What matters to me as a marketer?


  1. Lead quality - from sales collaboration or good visualization of leads to calls/opps/purchases in analytics

  2. Deal velocity - is the process seamless, are you following up quickly, are you providing the right support?

  3. Closed/Won - by channel, lead source, campaign - I want to know what actually brings in revenue, by channel/UTM/messaging etc.


Retention


Going out even farther from acquiring a customer is the ability to retain them as a customer. in B2C, it might be sales & promos, in B2B it might be stellar support, through CSMs, support documentation/videos, customer advisory boards or user groups where people can interact and feel connected.


While growth wants to capture and retain customers, it's all about getting as many at bats with in-market people as possible, but following it all the way down to NPS.


Are we attracting customers that are a good fit? If there's bad churn, maybe messaging is misleading people or the product is frustrating - dig into that.


NPS scores are a great companywide metric that everyone is responsible for, and too often I've seen it just fall on product teams to own. It's a great barometer of the ability to work as a team, and using that information to constantly improve the experience for customers.


Referral

Referral programs are a great flywheel to have a cost-effective strategy at driving new customers. Word of mouth marketing (or "dark social") has been taking the wheel while people are doing their own research at buying.

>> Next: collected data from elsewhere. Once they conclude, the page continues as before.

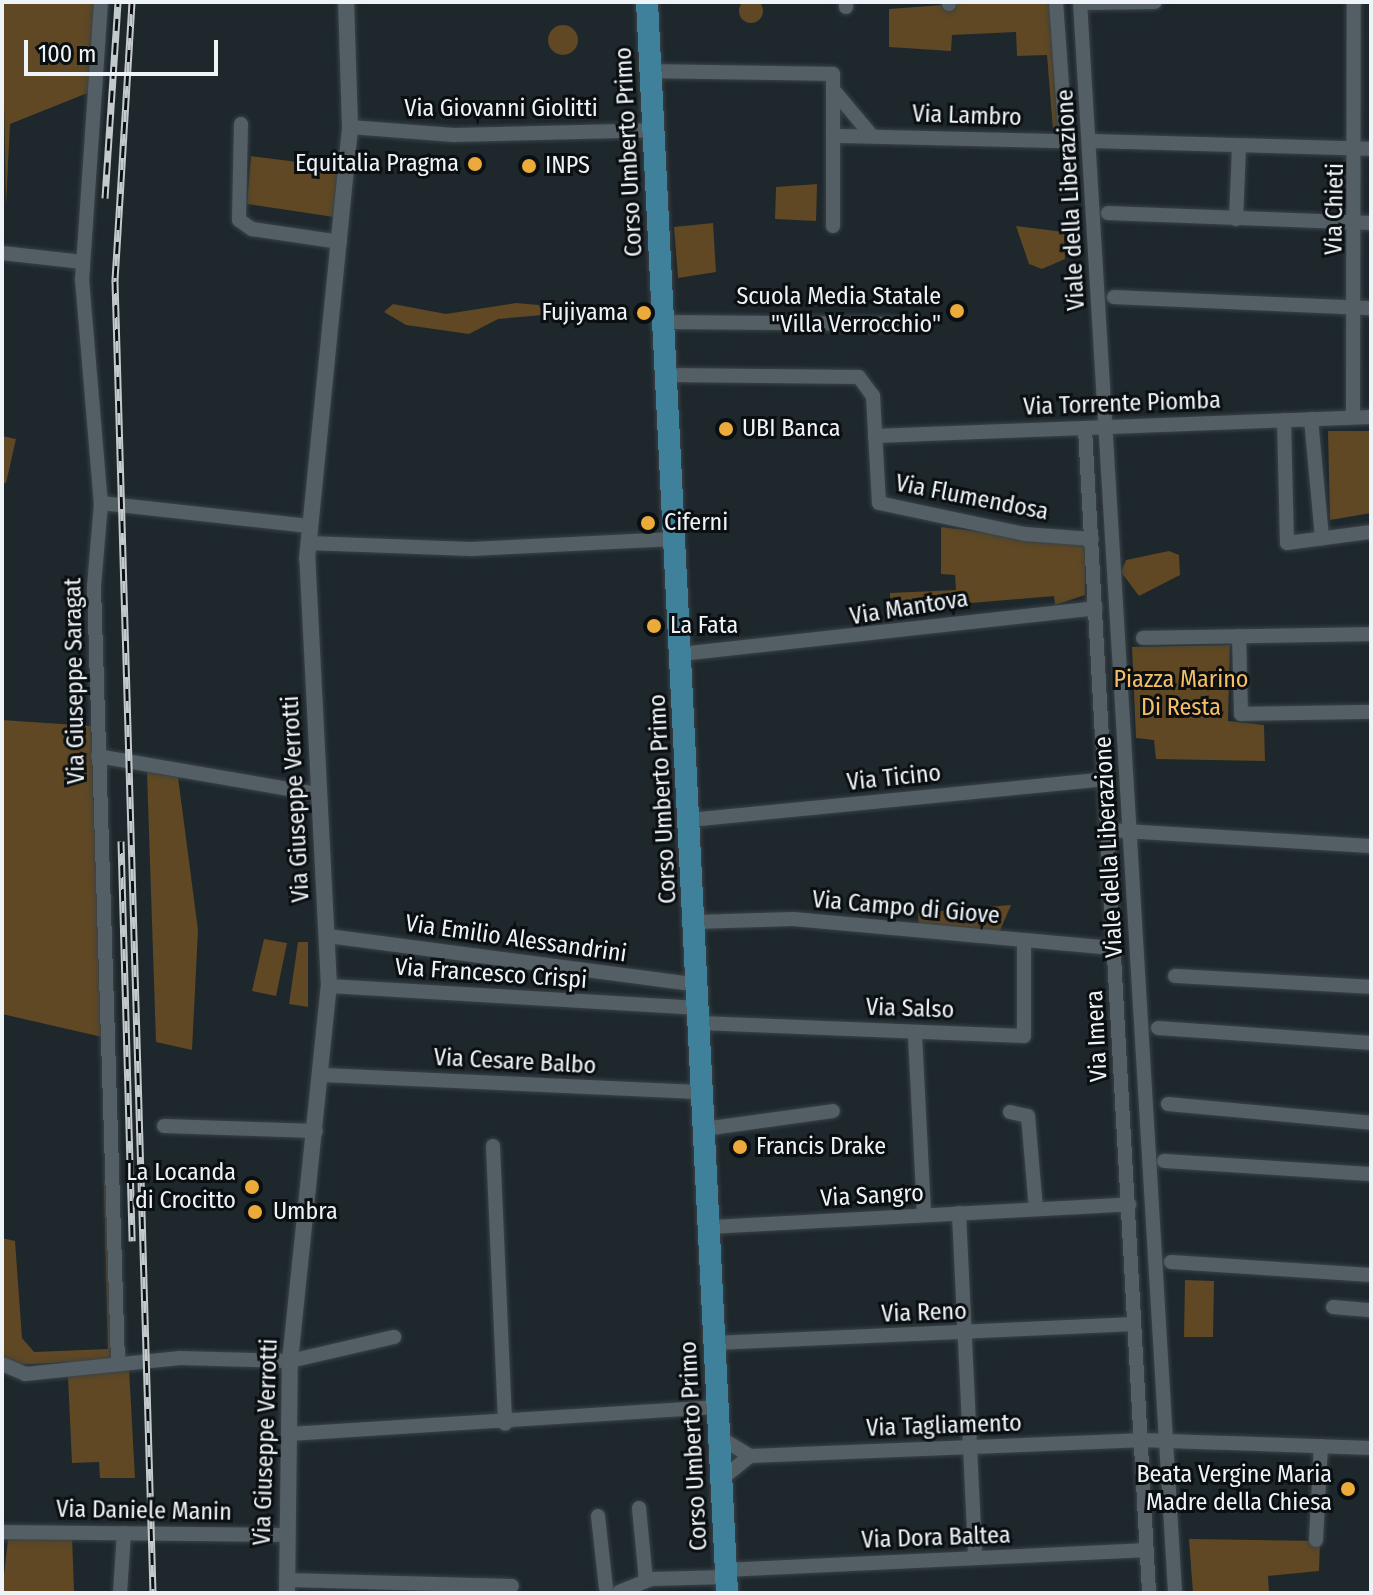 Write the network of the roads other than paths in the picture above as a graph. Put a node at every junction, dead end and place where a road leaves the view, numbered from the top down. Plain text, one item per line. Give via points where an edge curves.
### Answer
1 (101, 2) edge
2 (346, 2) edge
3 (647, 2) edge
4 (1056, 2) edge
5 (1155, 2) edge
6 (1354, 2) edge
7 (1080, 3) edge
8 (650, 71) junction
9 (836, 93) junction
10 (241, 124) dead end
11 (350, 127) junction
12 (653, 130) junction
13 (838, 136) junction
14 (872, 136) junction
15 (1090, 141) junction
16 (1239, 147) junction
17 (1364, 149) edge
18 (1108, 213) dead end
19 (1236, 219) junction
20 (1364, 222) edge
21 (833, 226) dead end
22 (340, 242) junction
23 (2, 253) edge
24 (82, 262) junction
25 (1114, 297) dead end
26 (1363, 308) edge
27 (664, 322) junction
28 (896, 324) dead end
29 (667, 375) junction
30 (1353, 417) junction
31 (1371, 417) edge
32 (1311, 419) junction
33 (1284, 420) junction
34 (1107, 427) junction
35 (1085, 429) junction
36 (875, 436) junction
37 (101, 503) junction
38 (1371, 532) edge
39 (309, 535) junction
40 (1322, 538) junction
41 (674, 539) junction
42 (1092, 539) junction
43 (1095, 608) junction
44 (1371, 634) edge
45 (1239, 636) junction
46 (1143, 638) dead end
47 (681, 654) junction
48 (1371, 712) edge
49 (98, 756) junction
50 (1104, 779) junction
51 (319, 794) junction
52 (689, 820) junction
53 (1130, 829) junction
54 (1107, 830) junction
55 (1371, 846) edge
56 (695, 922) junction
57 (328, 936) junction
58 (1024, 941) junction
59 (1113, 948) junction
60 (1175, 976) dead end
61 (698, 985) junction
62 (329, 986) junction
63 (1371, 987) edge
64 (699, 1016) junction
65 (1158, 1028) dead end
66 (915, 1035) dead end
67 (1371, 1043) edge
68 (325, 1075) junction
69 (702, 1092) junction
70 (1168, 1104) dead end
71 (833, 1111) dead end
72 (1010, 1112) dead end
73 (1371, 1123) edge
74 (164, 1126) dead end
75 (704, 1129) junction
76 (316, 1131) junction
77 (493, 1146) dead end
78 (1164, 1161) dead end
79 (1371, 1174) edge
80 (1129, 1204) junction
81 (1036, 1209) junction
82 (959, 1213) junction
83 (924, 1215) junction
84 (711, 1227) junction
85 (1171, 1262) dead end
86 (1371, 1275) edge
87 (1333, 1307) dead end
88 (1371, 1310) edge
89 (1134, 1324) junction
90 (964, 1333) junction
91 (394, 1337) dead end
92 (716, 1343) junction
93 (290, 1361) junction
94 (118, 1362) junction
95 (2, 1364) edge
96 (720, 1407) junction
97 (505, 1424) junction
98 (288, 1434) junction
99 (722, 1439) junction
100 (1140, 1440) junction
101 (1165, 1441) junction
102 (969, 1446) junction
103 (1321, 1446) junction
104 (1371, 1448) edge
105 (750, 1456) junction
106 (724, 1477) junction
107 (639, 1508) dead end
108 (598, 1516) dead end
109 (2, 1532) edge
110 (124, 1533) junction
111 (287, 1535) junction
112 (1316, 1540) dead end
113 (1147, 1550) junction
114 (975, 1558) junction
115 (727, 1580) edge
116 (646, 1581) junction
117 (512, 1586) dead end
118 (287, 1587) edge
119 (612, 1591) edge
120 (120, 1593) edge
121 (1149, 1593) edge
122 (1175, 1593) edge

1 - 24 street, Via Giuseppe Saragat
2 - 11 street, Via Giuseppe Verrotti
3 - 8 main road, Corso Umberto Primo
4 - 14 street, Via Lambro via 1066,141
5 - 7 street
6 - 17 street, Via Chieti
7 - 15 street, Viale della Liberazione
8 - 9 street via 824,69 833,74
8 - 12 main road, Corso Umberto Primo
9 - 13 street
9 - 14 street
10 - 22 street via 239,220 252,229
11 - 12 street, Via Giovanni Giolitti via 454,135
11 - 22 street, Via Giuseppe Verrotti
12 - 27 main road, Corso Umberto Primo
13 - 14 street, Via Lambro
13 - 21 street
15 - 16 street
15 - 34 street, Viale della Liberazione
16 - 17 street
16 - 19 street
17 - 20 street, Via Chieti
18 - 19 street
19 - 20 street
20 - 26 street, Via Chieti
22 - 39 street, Via Giuseppe Verrotti
23 - 24 street
24 - 37 street, Via Giuseppe Saragat via 87,397
25 - 26 street
26 - 30 street, Via Chieti
27 - 28 street
27 - 29 main road, Corso Umberto Primo
29 - 36 street, Via Flumendosa via 850,375 870,388
29 - 41 main road, Corso Umberto Primo
30 - 31 street, Via Torrente Piomba
30 - 32 street, Via Torrente Piomba
32 - 33 street, Via Torrente Piomba
32 - 40 street
33 - 34 street, Via Torrente Piomba
33 - 40 street via 1287,543
34 - 35 street, Via Torrente Piomba
34 - 53 street, Viale della Liberazione
35 - 36 street, Via Torrente Piomba
35 - 42 street, Via Imera
36 - 42 street, Via Flumendosa via 879,503 1025,534
37 - 39 street
37 - 49 street, Via Giuseppe Saragat via 94,586
38 - 40 street
39 - 41 street via 471,549
39 - 51 street, Via Giuseppe Verrotti
41 - 47 main road, Corso Umberto Primo
42 - 43 street, Via Imera
43 - 47 street, Via Mantova via 936,622 900,636
43 - 50 street, Via Imera
44 - 45 street
45 - 46 street
45 - 48 street via 1241,714
47 - 52 main road, Corso Umberto Primo
49 - 51 street
49 - 94 street, Via Giuseppe Saragat
50 - 52 street, Via Ticino
50 - 54 street, Via Imera
51 - 57 street, Via Giuseppe Verrotti
52 - 56 main road, Corso Umberto Primo
53 - 54 street
53 - 55 street
53 - 101 street, Viale della Liberazione
54 - 59 street, Via Imera
56 - 58 street, Via Campo di Giove via 793,919
56 - 61 main road, Corso Umberto Primo
57 - 61 street, Via Emilio Alessandrini
57 - 62 street, Via Giuseppe Verrotti
58 - 59 street, Via Campo di Giove
58 - 64 street, Via Salso via 1024,1036
59 - 80 street, Via Imera
60 - 63 street
61 - 64 main road, Corso Umberto Primo
62 - 64 street, Via Francesco Crispi
62 - 68 street, Via Giuseppe Verrotti
64 - 69 main road, Corso Umberto Primo
65 - 67 street
66 - 83 street
68 - 69 street, Via Cesare Balbo
68 - 76 street, Via Giuseppe Verrotti
69 - 75 main road, Corso Umberto Primo
70 - 73 street
71 - 75 street
72 - 81 street via 1028,1116
74 - 76 street
75 - 84 main road, Corso Umberto Primo
76 - 93 street, Via Giuseppe Verrotti
77 - 97 street
78 - 79 street
80 - 81 street, Via Sangro
80 - 89 street, Via Imera
81 - 82 street, Via Sangro
82 - 83 street, Via Sangro
82 - 90 street
83 - 84 street, Via Sangro
84 - 92 main road, Corso Umberto Primo
85 - 86 street
87 - 88 street
89 - 90 street, Via Reno
89 - 100 street, Via Imera
90 - 92 street, Via Reno
90 - 102 street
91 - 93 street
92 - 96 main road, Corso Umberto Primo
93 - 94 street
93 - 98 street, Via Giuseppe Verrotti
94 - 95 street via 25,1374
96 - 97 street
96 - 99 main road, Corso Umberto Primo
97 - 98 street
98 - 111 street, Via Giuseppe Verrotti
99 - 105 street
99 - 106 main road, Corso Umberto Primo
100 - 101 street, Via Tagliamento
100 - 102 street, Via Tagliamento
100 - 113 street, Via Imera
101 - 103 street, Via Tagliamento
101 - 122 street, Viale della Liberazione
102 - 105 street, Via Tagliamento
102 - 114 street
103 - 104 street, Via Tagliamento
103 - 112 street
105 - 106 street
106 - 115 main road, Corso Umberto Primo
107 - 116 street
108 - 119 street
109 - 110 street, Via Daniele Manin
110 - 111 street, Via Daniele Manin
110 - 120 street
111 - 118 street, Via Giuseppe Verrotti
113 - 114 street, Via Dora Baltea
113 - 121 street, Via Imera
114 - 115 street, Via Dora Baltea
115 - 116 street, Via Dora Baltea
116 - 119 street, Via Dora Baltea
117 - 118 street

When activated, referral helps build acquisition, loyalty, as well as expansion and engagement of current customers. This is a piece that is largely owned by by customer and sales teams, often bringing in solutions consultants to identify opportunities.


As a marketer, I feel it's important to understand what types of customers hang around, so you can constantly tune your acquisition machine to bring on better ICPs.